WORK ORDER:
Search the records below for the word "above", then return every line where it appears.

Stored data:
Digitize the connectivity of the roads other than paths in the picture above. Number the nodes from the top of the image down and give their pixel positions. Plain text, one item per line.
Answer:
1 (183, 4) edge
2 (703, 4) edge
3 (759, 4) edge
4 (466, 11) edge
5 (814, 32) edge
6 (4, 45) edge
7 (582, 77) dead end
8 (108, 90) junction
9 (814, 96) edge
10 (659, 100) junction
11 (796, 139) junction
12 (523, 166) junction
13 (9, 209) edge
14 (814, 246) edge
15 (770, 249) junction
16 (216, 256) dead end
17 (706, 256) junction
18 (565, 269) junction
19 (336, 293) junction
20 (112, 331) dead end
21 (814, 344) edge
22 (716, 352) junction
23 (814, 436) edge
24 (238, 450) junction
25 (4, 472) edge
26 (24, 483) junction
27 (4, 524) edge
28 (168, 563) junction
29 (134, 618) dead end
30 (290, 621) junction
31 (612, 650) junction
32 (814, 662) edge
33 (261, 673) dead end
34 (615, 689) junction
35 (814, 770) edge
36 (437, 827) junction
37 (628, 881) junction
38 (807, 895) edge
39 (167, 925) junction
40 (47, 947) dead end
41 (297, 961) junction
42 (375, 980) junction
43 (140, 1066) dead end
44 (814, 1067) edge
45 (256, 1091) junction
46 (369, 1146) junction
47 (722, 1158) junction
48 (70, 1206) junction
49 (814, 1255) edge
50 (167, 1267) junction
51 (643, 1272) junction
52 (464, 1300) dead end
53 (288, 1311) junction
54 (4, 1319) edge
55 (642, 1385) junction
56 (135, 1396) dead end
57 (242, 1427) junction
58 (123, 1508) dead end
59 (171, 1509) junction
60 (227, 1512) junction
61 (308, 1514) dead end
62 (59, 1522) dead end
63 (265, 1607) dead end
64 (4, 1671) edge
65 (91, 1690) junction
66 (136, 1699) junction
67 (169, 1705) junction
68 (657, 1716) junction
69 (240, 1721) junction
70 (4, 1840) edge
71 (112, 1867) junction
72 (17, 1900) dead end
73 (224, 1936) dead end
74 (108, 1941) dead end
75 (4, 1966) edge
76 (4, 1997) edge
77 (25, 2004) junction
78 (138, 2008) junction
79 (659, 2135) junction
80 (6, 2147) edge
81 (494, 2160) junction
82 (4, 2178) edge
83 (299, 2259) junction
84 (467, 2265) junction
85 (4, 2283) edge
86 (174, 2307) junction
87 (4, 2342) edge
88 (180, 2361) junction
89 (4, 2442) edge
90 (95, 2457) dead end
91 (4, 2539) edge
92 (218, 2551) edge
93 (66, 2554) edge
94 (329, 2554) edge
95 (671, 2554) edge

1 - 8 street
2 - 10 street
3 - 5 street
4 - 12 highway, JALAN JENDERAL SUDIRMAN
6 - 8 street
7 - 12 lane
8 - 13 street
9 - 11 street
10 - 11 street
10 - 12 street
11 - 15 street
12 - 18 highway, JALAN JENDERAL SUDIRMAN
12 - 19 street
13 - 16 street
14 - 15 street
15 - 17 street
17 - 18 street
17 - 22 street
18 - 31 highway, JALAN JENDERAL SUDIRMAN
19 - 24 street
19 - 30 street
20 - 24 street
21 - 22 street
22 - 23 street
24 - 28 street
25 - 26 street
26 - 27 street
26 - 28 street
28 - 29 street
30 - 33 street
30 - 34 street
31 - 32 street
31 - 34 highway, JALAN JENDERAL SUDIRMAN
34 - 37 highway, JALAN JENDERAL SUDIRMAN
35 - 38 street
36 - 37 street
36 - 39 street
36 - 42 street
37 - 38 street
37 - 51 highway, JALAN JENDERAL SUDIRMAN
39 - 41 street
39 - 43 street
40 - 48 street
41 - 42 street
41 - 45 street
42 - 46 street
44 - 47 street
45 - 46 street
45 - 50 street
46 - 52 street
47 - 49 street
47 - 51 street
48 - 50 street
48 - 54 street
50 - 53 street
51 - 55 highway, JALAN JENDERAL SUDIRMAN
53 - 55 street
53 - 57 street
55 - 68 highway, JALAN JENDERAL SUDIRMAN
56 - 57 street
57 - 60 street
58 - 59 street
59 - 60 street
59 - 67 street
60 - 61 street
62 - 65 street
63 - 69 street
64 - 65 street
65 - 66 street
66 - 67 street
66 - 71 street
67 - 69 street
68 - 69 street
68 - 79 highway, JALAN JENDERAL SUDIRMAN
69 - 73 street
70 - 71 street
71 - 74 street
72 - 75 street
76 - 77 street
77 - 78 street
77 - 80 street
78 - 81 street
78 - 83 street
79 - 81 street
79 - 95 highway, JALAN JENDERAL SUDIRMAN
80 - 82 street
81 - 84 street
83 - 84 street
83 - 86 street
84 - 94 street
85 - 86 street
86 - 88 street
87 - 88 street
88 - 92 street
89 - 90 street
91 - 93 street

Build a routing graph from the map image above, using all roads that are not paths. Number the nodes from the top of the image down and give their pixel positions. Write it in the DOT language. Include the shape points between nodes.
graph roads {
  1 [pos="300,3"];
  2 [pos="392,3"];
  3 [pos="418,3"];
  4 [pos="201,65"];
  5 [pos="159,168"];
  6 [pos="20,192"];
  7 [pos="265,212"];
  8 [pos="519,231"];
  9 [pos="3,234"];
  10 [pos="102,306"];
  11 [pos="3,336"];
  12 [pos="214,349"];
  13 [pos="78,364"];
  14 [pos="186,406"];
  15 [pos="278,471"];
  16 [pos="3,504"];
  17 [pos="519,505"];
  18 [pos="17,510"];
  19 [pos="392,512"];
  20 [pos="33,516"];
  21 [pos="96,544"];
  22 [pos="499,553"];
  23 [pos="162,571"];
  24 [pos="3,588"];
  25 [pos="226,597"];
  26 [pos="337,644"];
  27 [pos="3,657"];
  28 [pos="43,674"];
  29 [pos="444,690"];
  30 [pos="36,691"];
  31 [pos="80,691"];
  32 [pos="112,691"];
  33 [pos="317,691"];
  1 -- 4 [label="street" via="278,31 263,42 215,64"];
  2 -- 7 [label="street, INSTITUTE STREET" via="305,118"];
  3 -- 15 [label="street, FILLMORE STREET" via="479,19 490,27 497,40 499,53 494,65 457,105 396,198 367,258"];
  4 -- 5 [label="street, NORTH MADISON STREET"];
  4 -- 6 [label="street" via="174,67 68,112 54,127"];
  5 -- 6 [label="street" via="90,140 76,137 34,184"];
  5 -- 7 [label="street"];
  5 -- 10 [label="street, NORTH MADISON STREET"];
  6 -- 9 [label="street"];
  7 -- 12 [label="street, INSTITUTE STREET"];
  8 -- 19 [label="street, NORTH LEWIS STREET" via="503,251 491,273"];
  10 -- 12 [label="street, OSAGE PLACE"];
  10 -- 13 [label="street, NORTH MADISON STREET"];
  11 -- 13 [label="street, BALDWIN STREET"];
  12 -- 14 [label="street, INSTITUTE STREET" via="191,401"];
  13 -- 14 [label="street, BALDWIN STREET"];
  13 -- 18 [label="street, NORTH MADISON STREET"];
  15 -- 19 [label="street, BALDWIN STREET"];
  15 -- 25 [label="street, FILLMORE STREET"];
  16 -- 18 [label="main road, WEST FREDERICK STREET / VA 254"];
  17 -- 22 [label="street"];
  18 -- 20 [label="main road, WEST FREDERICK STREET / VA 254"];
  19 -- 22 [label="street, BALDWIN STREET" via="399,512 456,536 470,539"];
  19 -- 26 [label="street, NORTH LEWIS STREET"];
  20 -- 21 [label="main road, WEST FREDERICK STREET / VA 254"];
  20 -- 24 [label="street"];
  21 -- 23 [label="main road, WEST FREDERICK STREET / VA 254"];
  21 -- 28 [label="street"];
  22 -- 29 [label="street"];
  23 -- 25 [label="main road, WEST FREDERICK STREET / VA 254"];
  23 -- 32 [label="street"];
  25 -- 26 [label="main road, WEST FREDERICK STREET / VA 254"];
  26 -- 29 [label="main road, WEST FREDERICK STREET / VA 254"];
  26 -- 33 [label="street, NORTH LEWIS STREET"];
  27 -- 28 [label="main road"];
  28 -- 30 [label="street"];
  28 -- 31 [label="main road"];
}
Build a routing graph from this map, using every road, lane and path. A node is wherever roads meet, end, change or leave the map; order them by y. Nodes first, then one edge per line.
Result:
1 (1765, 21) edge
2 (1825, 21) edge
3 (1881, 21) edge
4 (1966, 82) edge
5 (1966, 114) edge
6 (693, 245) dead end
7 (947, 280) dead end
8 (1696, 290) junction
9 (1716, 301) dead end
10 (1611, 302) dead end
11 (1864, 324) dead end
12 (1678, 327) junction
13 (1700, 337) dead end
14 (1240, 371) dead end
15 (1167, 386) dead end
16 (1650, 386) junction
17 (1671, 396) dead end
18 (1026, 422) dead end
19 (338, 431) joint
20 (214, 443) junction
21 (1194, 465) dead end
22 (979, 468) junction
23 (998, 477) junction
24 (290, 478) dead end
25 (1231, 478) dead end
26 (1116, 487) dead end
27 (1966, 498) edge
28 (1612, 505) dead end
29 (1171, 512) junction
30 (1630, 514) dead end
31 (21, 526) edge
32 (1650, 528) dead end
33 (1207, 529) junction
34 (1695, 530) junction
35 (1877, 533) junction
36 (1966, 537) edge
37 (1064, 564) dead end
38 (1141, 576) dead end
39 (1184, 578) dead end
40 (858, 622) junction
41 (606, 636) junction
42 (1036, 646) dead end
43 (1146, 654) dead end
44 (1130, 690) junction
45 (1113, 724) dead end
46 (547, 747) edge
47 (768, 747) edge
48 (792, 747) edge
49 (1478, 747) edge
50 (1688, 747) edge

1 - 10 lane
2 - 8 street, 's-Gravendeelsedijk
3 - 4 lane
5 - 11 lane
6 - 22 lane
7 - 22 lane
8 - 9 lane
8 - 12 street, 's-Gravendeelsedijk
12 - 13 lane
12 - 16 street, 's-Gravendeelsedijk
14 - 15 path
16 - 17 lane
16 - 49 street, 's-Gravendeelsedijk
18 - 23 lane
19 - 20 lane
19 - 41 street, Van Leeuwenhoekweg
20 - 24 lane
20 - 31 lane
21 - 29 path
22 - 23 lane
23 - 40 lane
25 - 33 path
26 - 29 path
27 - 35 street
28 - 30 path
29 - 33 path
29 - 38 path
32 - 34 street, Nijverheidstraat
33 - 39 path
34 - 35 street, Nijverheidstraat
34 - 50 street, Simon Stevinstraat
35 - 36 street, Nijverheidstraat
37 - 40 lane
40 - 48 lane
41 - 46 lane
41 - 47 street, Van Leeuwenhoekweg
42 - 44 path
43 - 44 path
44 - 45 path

EXPECTED ANSWER:
Digitize the connectivity of the roads other than paths in the picture above. Number the nodes from the top of the image down and give their pixel positions. Plain text, one item per line.
Build a routing graph from the map image above, using all roads that are not paths. Number the nodes from the top of the image down and give their pixel positions. Write it in the DOT language. Include the shape points between nodes.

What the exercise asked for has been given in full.